Alright, thank you very much :D

## 1. What is a vector equation of a plane in normal form?

A vector equation of a plane in normal form is an equation that represents a plane in three-dimensional space using a point on the plane and a vector perpendicular to the plane. It is written in the form r · n = p · n, where r is the position vector of any point on the plane, p is a known point on the plane, and n is the normal vector to the plane.

## 2. How is a normal vector determined in a vector equation of a plane in normal form?

The normal vector in a vector equation of a plane in normal form is determined by finding the cross product of two non-parallel vectors in the plane. The resulting vector will be perpendicular to both of the original vectors and therefore will be a normal vector to the plane.

## 3. Can a vector equation of a plane in normal form be converted to standard form?

Yes, a vector equation of a plane in normal form can be converted to standard form. To do so, the equation must be rearranged to have the form Ax + By + Cz = D, where A, B, and C are the coefficients of x, y, and z, and D is a constant term. The normal vector can then be used to determine the values of A, B, and C.

## 4. How many points are needed to define a plane in a vector equation of a plane in normal form?

Only one point is needed to define a plane in a vector equation of a plane in normal form.
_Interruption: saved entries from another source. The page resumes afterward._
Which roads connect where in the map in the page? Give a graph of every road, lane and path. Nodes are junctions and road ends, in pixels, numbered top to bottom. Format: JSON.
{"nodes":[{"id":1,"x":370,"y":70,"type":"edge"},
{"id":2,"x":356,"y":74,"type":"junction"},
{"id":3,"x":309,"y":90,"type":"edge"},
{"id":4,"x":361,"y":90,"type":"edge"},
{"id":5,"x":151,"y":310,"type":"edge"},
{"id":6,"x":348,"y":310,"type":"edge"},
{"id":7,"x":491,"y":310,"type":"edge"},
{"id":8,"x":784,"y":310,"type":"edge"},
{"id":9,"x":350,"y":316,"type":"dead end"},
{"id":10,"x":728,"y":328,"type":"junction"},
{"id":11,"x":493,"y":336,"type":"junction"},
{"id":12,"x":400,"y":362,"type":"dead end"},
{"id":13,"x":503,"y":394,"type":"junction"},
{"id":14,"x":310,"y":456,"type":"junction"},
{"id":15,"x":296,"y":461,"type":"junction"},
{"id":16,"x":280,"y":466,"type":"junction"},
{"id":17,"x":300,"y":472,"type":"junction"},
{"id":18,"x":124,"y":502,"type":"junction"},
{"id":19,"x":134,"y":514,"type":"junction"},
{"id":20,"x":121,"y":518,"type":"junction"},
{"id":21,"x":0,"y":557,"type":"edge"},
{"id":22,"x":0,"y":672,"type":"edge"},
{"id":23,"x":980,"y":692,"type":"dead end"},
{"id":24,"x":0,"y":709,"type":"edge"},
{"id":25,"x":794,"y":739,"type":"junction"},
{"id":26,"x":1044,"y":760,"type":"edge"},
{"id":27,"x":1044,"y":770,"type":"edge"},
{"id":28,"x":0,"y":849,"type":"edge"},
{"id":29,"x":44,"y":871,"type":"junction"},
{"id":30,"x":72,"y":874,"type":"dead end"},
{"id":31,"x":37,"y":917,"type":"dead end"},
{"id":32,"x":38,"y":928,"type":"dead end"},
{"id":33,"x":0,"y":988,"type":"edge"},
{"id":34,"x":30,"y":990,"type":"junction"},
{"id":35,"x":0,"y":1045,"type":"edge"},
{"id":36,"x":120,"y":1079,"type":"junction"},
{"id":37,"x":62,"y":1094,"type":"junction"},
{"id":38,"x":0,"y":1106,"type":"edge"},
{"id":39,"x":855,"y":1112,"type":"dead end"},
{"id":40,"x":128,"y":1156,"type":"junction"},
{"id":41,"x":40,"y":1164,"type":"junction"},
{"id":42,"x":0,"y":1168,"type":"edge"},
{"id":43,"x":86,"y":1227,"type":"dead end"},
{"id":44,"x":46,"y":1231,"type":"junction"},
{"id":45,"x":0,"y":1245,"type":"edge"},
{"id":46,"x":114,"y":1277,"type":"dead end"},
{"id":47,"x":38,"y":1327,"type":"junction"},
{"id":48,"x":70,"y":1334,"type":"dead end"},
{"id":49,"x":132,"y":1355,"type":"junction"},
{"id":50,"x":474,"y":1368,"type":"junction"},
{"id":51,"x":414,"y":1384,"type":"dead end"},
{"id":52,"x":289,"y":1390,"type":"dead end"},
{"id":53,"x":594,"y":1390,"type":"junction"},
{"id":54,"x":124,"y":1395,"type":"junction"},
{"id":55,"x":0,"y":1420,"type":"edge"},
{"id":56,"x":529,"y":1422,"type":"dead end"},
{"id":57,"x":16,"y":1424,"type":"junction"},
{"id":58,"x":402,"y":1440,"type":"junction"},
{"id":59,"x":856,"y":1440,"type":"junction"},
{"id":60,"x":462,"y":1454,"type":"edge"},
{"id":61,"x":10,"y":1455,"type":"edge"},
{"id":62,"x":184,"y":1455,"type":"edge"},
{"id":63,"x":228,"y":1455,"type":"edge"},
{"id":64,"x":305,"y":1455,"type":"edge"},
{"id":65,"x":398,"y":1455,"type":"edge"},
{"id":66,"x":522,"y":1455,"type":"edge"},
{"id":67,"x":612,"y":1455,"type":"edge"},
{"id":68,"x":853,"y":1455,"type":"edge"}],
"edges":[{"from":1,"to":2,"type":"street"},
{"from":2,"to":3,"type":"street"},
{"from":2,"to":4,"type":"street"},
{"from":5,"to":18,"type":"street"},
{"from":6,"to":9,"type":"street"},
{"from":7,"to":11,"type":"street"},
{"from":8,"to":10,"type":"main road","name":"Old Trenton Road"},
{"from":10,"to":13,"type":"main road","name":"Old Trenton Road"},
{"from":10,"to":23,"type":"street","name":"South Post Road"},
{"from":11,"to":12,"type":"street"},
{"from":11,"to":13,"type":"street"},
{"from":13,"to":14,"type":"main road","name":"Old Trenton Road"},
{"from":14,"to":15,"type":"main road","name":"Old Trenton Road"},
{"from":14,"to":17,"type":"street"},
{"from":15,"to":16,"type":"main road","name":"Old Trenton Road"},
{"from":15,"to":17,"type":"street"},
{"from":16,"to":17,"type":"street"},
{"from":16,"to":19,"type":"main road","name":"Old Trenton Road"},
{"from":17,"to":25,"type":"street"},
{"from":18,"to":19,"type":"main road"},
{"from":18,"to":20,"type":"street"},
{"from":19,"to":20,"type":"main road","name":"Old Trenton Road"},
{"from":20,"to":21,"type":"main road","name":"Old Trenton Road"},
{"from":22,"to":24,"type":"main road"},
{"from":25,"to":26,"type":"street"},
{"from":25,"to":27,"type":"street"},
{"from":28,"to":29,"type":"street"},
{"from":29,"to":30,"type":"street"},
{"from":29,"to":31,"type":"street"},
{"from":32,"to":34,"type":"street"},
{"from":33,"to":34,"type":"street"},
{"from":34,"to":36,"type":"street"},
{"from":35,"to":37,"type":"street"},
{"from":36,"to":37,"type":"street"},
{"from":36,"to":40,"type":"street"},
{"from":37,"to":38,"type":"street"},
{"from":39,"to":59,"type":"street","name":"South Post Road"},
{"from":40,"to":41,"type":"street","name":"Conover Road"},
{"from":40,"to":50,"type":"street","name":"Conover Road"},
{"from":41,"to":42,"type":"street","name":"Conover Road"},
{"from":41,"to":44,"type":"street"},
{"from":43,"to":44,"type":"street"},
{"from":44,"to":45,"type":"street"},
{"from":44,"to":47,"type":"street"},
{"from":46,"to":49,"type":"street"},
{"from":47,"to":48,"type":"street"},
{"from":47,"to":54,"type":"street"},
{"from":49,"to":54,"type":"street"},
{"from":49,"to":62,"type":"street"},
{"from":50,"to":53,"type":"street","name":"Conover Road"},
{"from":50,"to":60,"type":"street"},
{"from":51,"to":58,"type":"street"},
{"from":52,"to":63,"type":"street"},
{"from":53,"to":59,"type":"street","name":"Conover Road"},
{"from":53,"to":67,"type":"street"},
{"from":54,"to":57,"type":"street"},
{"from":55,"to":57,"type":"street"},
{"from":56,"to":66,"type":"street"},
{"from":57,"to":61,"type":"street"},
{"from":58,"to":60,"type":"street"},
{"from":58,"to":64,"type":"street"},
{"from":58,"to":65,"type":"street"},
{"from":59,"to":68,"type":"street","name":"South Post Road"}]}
This point is represented by the vector p in the equation r · n = p · n. The normal vector n provides the orientation of the plane, and the position vector r determines the location of the plane in relation to the origin.

## 5. How can a vector equation of a plane in normal form be used to determine the distance from a point to the plane?

The distance from a point to a plane can be determined by using the formula d = |(r - p) · n| / ||n||, where r is the position vector of the given point, p is a known point on the plane, and n is the normal vector to the plane. This formula calculates the perpendicular distance from the point to the plane.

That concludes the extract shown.